Hi,
NickJohnson wrote:
Modern processors definitely don't load memory on a byte-by-byte basis; the reality is much more complex. At the very least, the smallest unit of data transfer between main memory and the last level of cache (L2 or L3) is the size of a last level cache line, which is (e.g. on Haswell) 64 *bytes* per line, or 512 bits. This ignores prefetching, unaligned accesses, and other latency-hiding mechanisms that might increase how much data is transferred.
Yes - modern 80x86 typically loads cache lines.
NickJohnson wrote:
So, in reality, the processor is not capable of doing single-byte transfers or even 128-bit transfers to/from memory.
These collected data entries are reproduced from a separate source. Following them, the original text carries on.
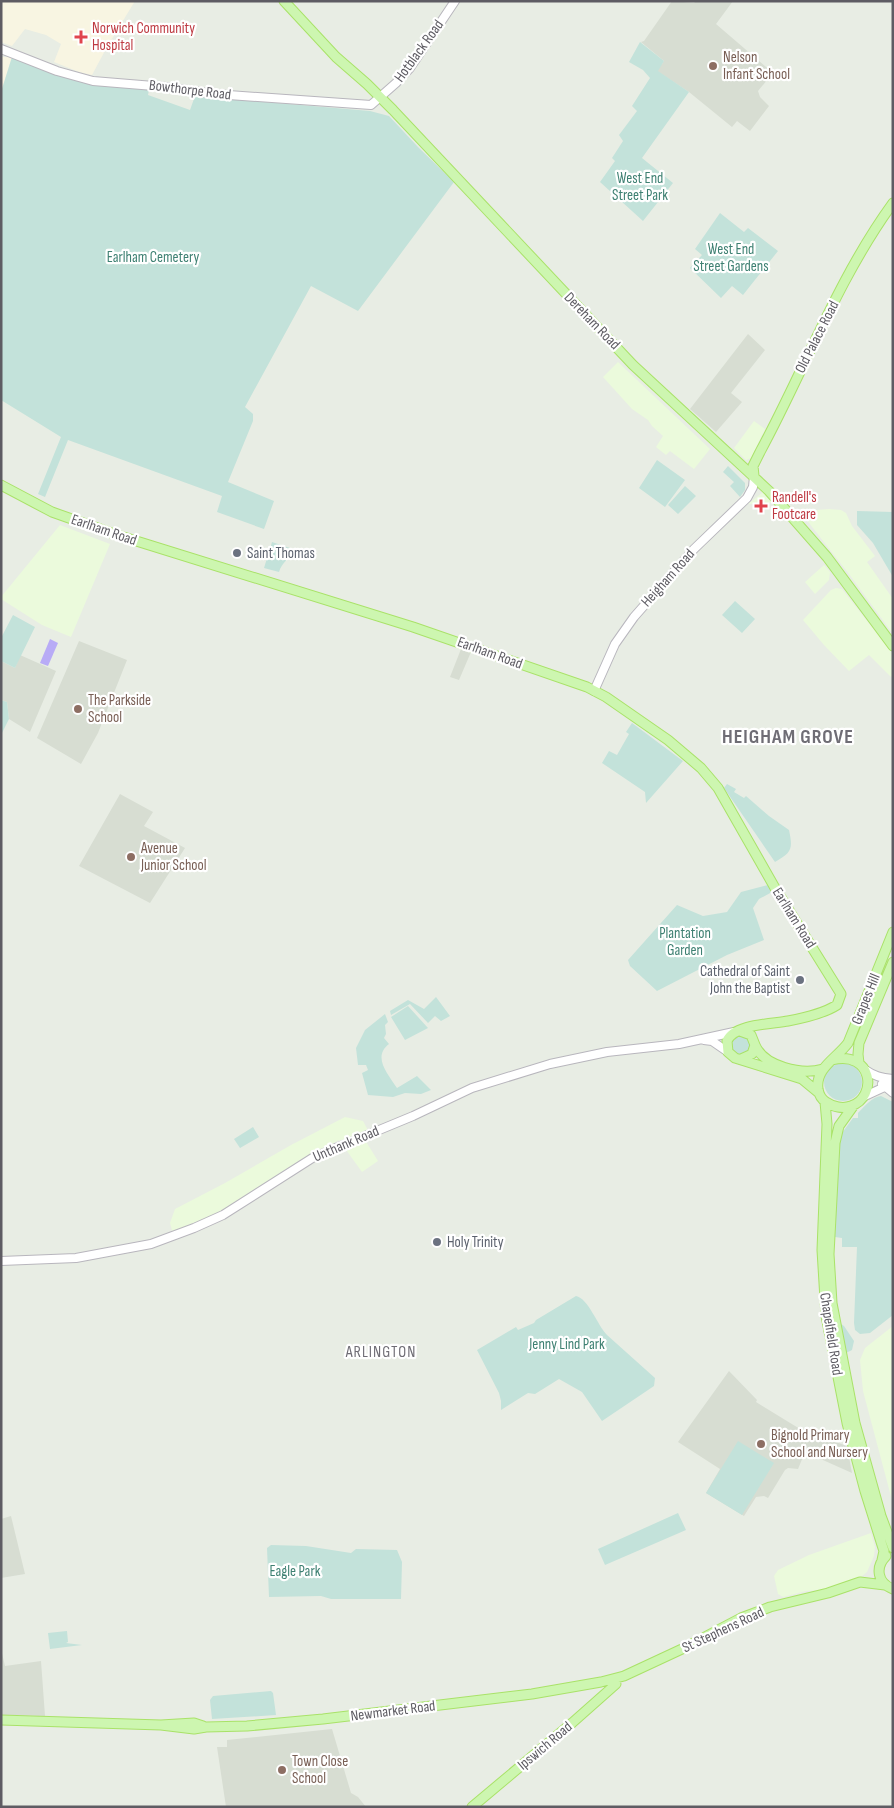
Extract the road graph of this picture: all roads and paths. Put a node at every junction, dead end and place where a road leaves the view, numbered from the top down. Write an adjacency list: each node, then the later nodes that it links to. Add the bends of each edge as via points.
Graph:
1 (284, 1): 4 (main road, Dereham Road, via 336,57)
2 (455, 1): 4 (street, Hotblack Road, via 410,68)
3 (1, 49): 4 (street, Bowthorpe Road, via 93,81 368,105)
4 (381, 98): 6 (main road, Dereham Road, via 633,364)
5 (893, 203): 6 (main road, Old Palace Road, via 849,272 753,466)
6 (754, 476): 8 (main road, Dereham Road, via 827,558); 9 (street, Heigham Road, via 747,498 694,549 634,616 615,644)
7 (1, 485): 9 (main road, Earlham Road, via 52,512 117,535 404,624)
8 (893, 646)
9 (594, 691): 12 (main road, Earlham Road, via 668,740 701,768 718,788 778,893 840,990)
10 (893, 932): 19 (main road, Grapes Hill, via 848,1044)
11 (893, 962): 20 (main road, Grapes Hill, via 859,1043)
12 (839, 1001): 13 (main road, Unthank Road, via 818,1014)
13 (770, 1023): 14 (main road, Unthank Road); 16 (main road, via 759,1031)
14 (737, 1031): 15 (street, Unthank Road); 16 (main road, via 751,1035); 17 (main road, via 727,1041)
15 (699, 1039): 17 (street, via 712,1041); 30 (street, Unthank Road, via 550,1064 472,1088 314,1157 224,1215 151,1244 76,1258)
16 (755, 1044): 18 (main road, via 752,1054); 21 (main road, via 769,1062 800,1071)
17 (728, 1052): 18 (main road)
18 (741, 1059): 25 (main road, via 802,1079)
19 (832, 1060): 20 (main road, via 842,1057); 21 (main road)
20 (862, 1066): 22 (street); 29 (main road, via 868,1084)
21 (822, 1069): 25 (main road)
22 (873, 1076): 23 (street); 24 (street)
23 (893, 1079)
24 (886, 1086): 26 (street); 27 (street); 29 (street)
25 (819, 1093): 28 (main road)
26 (893, 1093)
27 (893, 1098)
28 (825, 1102): 29 (main road, via 839,1108); 33 (main road, Chapelfield Road, via 828,1124 822,1250 825,1308 847,1423 884,1551)
29 (858, 1102): 31 (main road, Chapelfield Road, via 838,1126 835,1143 829,1254 832,1303 855,1423)
30 (1, 1261)
31 (893, 1548)
32 (893, 1553): 33 (main road)
33 (882, 1560): 34 (main road)
34 (878, 1570): 35 (main road, St Stephens Road); 36 (main road, via 881,1581)
35 (863, 1582): 36 (main road, St Stephens Road); 37 (main road, St Stephens Road, via 741,1618)
36 (889, 1587)
37 (642, 1667): 38 (main road, St Stephens Road); 38 (main road, St Stephens Road, via 622,1683)
38 (619, 1678): 39 (main road, St Stephens Road); 41 (main road, Ipswich Road)
39 (600, 1680): 40 (main road, Newmarket Road, via 532,1694 247,1726)
40 (1, 1720)
41 (472, 1807)

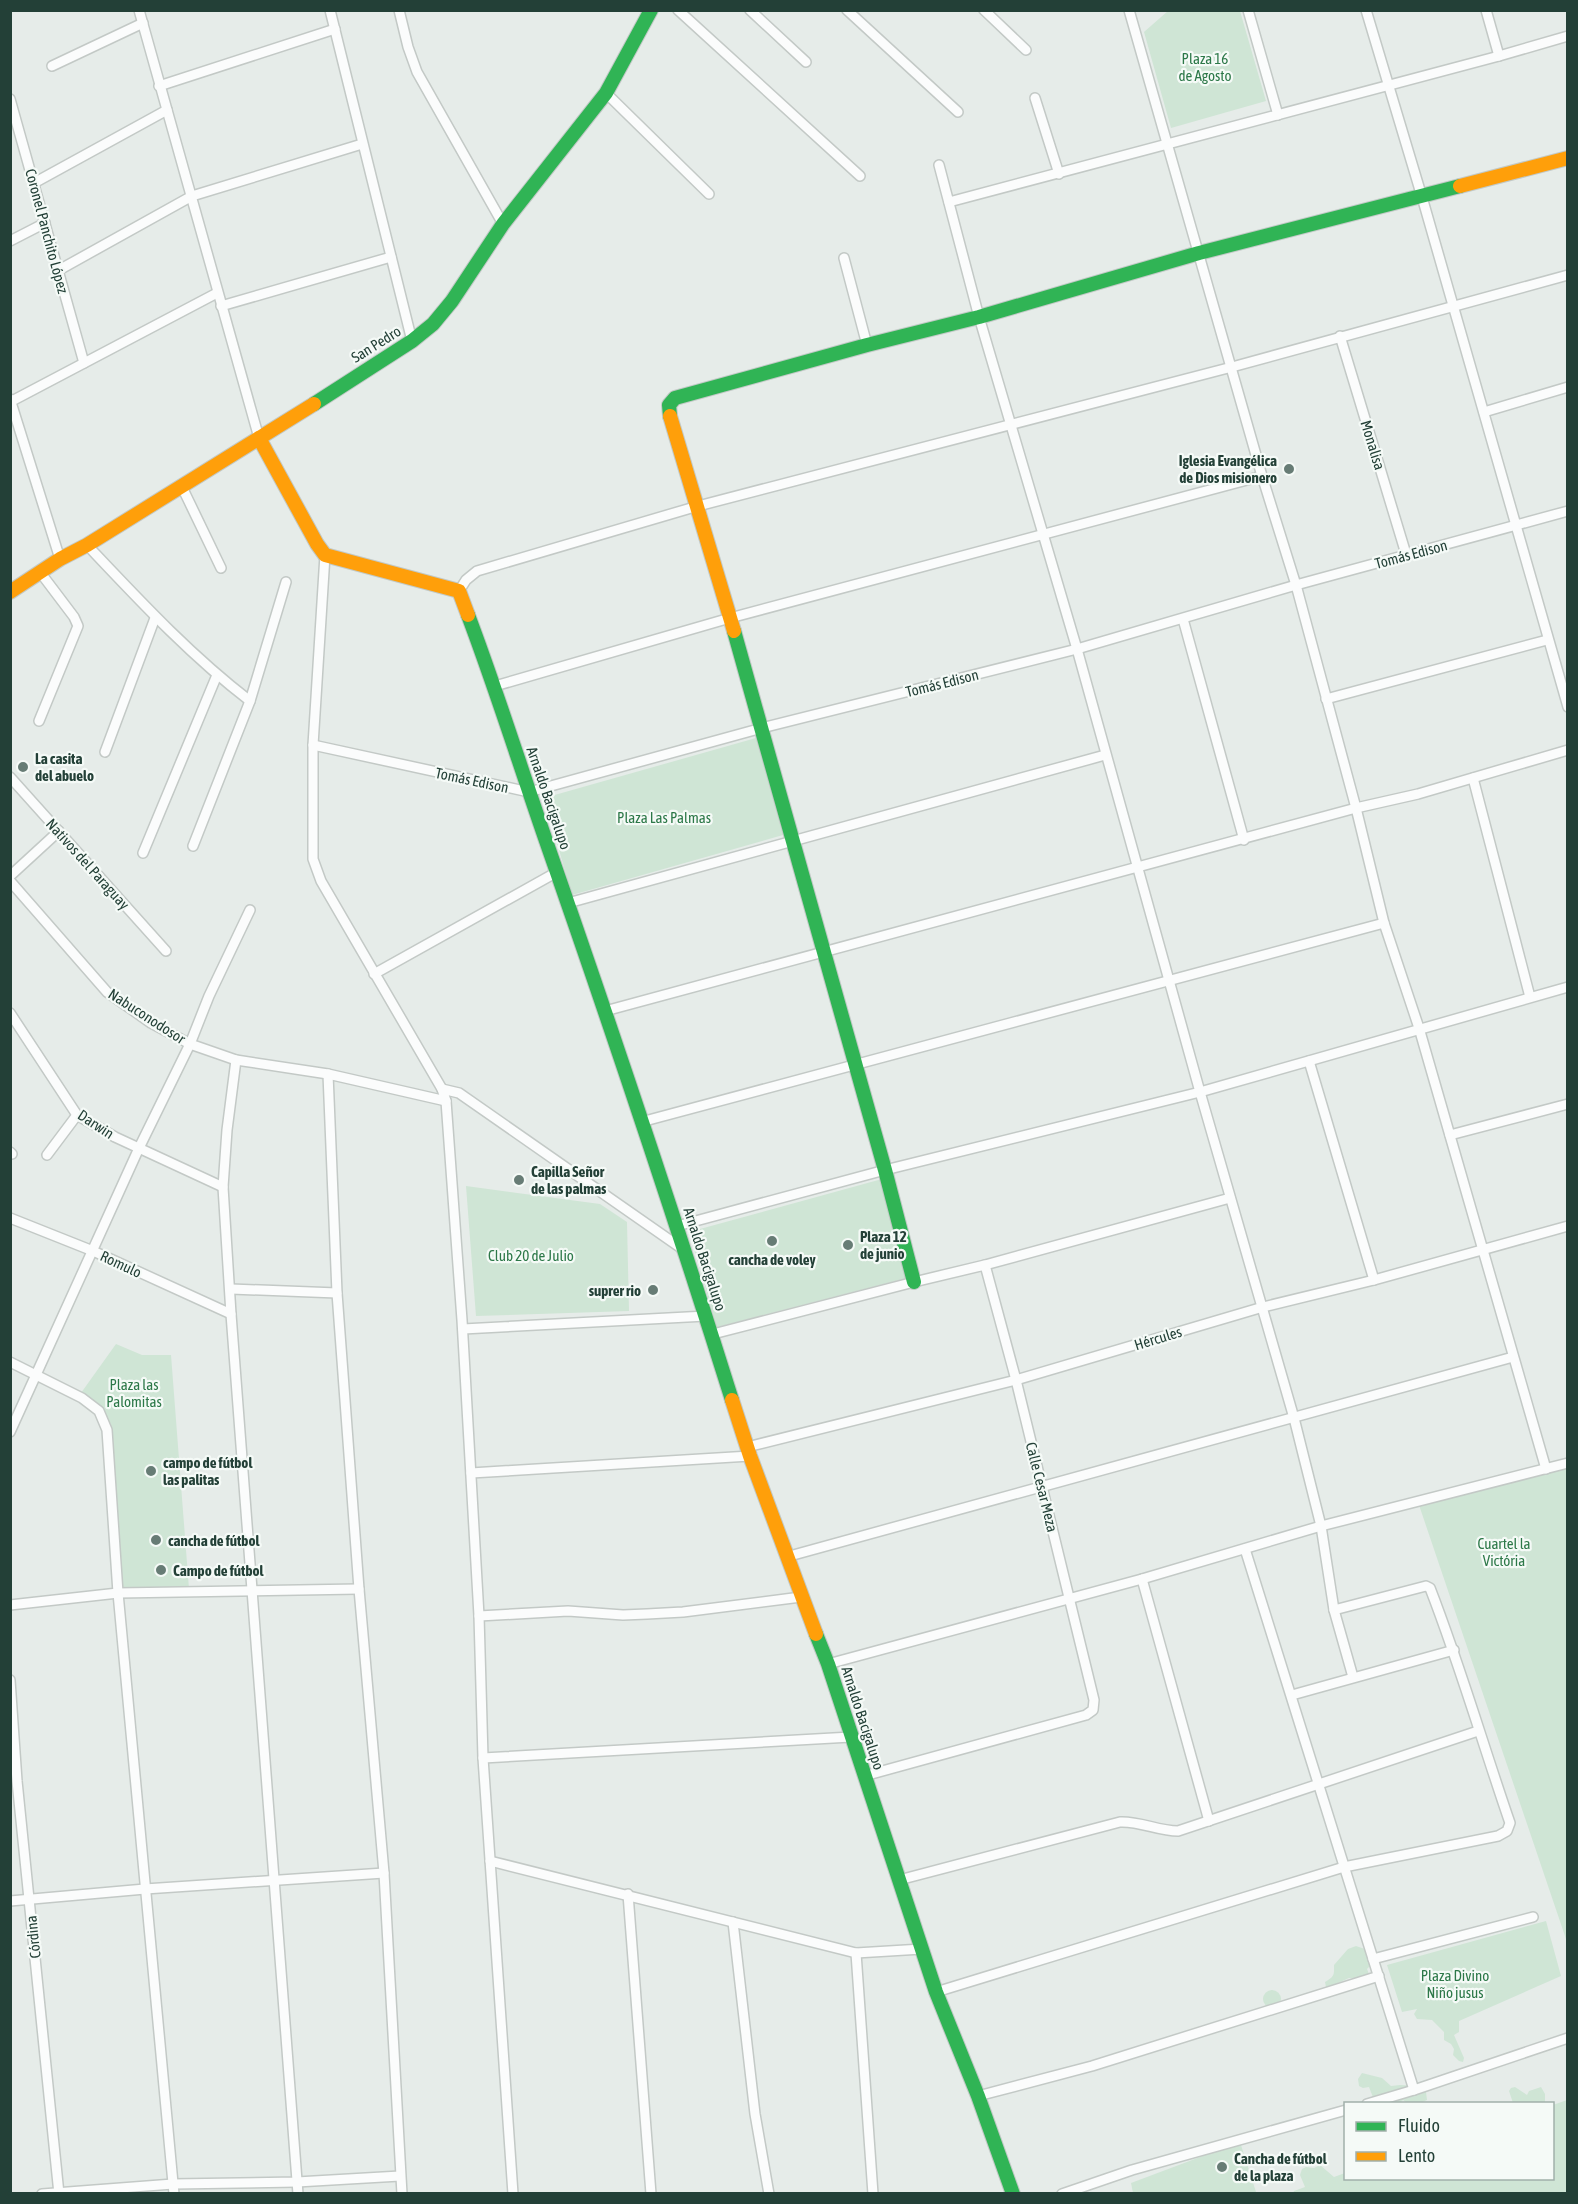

The real transfers are much larger.
For "uncached" areas (e.g. memory mapped IO) the CPU will read/write individual bytes when software tells it to; including areas of RAM that are configured as "uncached" (e.g. the firmware's SMM area). In addition, it's possible to force the CPU to write a byte to RAM even for "write-back" cached areas (e.g. by using a MASKMOVDQU instruction where all bytes are masked except one that's followed by an SFENCE or MFENCE).
Columbus wrote:
Why is the smallest addressable data always 1 Byte or 8 Bits wide?
Why hasn't someone extended it to 16 Bits?
There are CPUs that don't allow misaligned loads, that are only capable of (e.g.) accessing 16 bits or 32 bits of data from RAM. The problem is that you end up emulating byte accesses in software (e.g. doing a "load, shift, mask" instead of a 1-byte load, and doing a "load, mask, shift, or, store" instead of a 1-byte store) and it ends up being significantly slower. The alternative is for software to never use anything smaller than the CPU's minimum access size (e.g. "CHAR_BITS == 16" in C) which can waste a lot of memory and make caches less efficient and it ends up being significantly slower.
Columbus wrote:
Wouldn't that reduce the size and/or complexity of some mechanics.
Maybe one could introduce a 32 bit wide "Byte" (smalles addressable unit).
It would reduce the complexity of the CPU a little (and make the CPU slower in practice). However, CPU manufacturer's are trying to do the opposite - they've got a budget of "many millions of transistors" and are trying to find ways of using those transistors to improve performance. For an example, Intel's Haswell CPUs are using around 1.4 billion transistors, and Apple's A8 chip (which contains an ARMv8 core) is using around 2 billion transistors. They can afford to use a few extra transistors to improve the performance of byte accesses.
Cheers,
Brendan